Dive Brief:
- Pacific Biosciences said last week that it will lay off about 195 employees, or nearly 25% of its workforce, as part of a plan to reduce operating expenses.
- Among those affected in the workforce reduction are 71 employees in Menlo Park, California, where the company is based, and 108 employees at a facility in San Diego that is slated for closure, according to Worker Adjustment and Retraining Notification letters filed with the state’s Employment Development Department. Both actions are effective June 28.
- Pacific Biosciences, which sells gene sequencing equipment, announced the layoffs on Thursday along with its first-quarter results, reporting a net loss of $78.2 million and flat revenue growth. The company’s results were hurt by weaker-than-expected instrument placements and soft consumables utilization, Kyle Mikson, an analyst at Canaccord Genuity, wrote in a Friday note to investors. Mikson believes the company can re-accelerate revenue growth and reduce its cash burn.
Dive Insight:
The job cuts come amid an industry-wide slowdown in laboratory equipment purchasing.

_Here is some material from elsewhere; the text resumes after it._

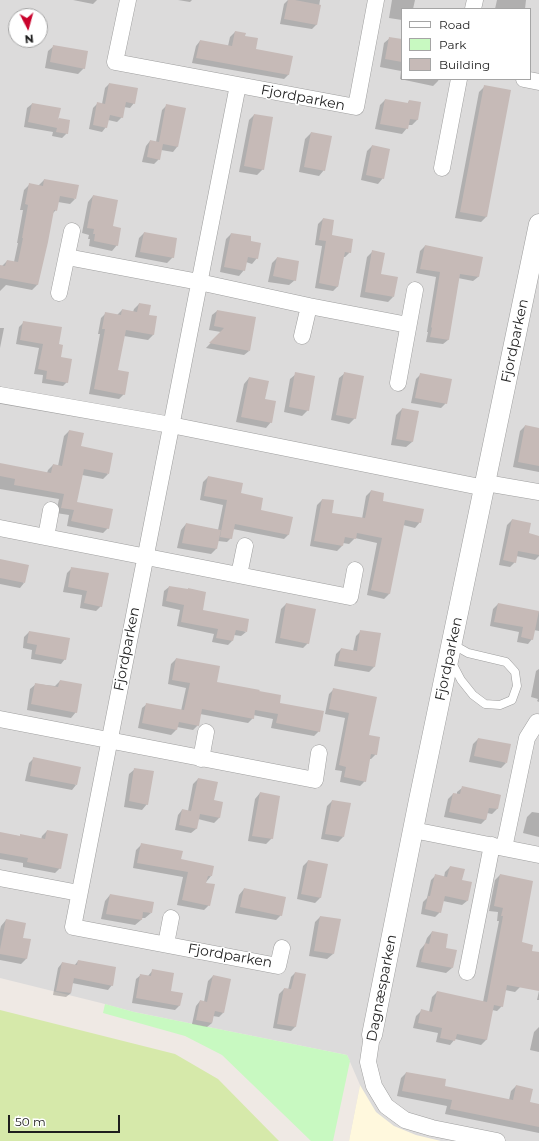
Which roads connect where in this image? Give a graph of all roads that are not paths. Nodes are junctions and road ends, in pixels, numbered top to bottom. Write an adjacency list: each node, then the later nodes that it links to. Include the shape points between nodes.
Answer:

The reductions affect nearly all functions within the company, Pacific Biosciences executives said on an earnings call. Some consumables manufacturing for reagents and flow cells was consolidated from San Diego to Menlo Park during the quarter to lower production costs.
Business directors and managers, engineers, scientists and IT professionals were among the positions impacted, according to the letters filed with the state.
Several employees in the San Diego office are receiving relocation offers to the Menlo Park office, where the company plans to consolidate much of its research and development work, Pacific Biosciences spokesperson Todd Friedman said in an email. The remaining affected employees work remotely across the U.S. and the globe, Friedman added.
Pacific Biosciences CEO Christian Henry said on the earnings call that an increasing number of customers delayed instrument purchases in the quarter, and he expected some of the demand issues to persist throughout 2024.
“We believe that the sales cycle increased primarily because of uncertainty surrounding the timing of funding for new capital equipment, particularly in the United States and China,” Henry said.
“There’s no doubt that PacBio and our industry are facing increasing headwinds this year,” he added. “However, we remain incredibly optimistic about our business and the prospects for long-read sequencing.”
Pacific Biosciences is working with low-volume customers to improve sales of its Revio platform and implementing promotions to ease upfront capital equipment requirements, Canaccord Genuity’s Mikson wrote. He noted the company is committed to achieving positive cash flow by the end of 2026.
“Although it is unclear how long the headwinds and issues that hindered 1Q24 results will linger, the company understands it is accountable and is taking aggressive actions to re-accelerate growth while driving toward cash flow break-even,” said Mikson.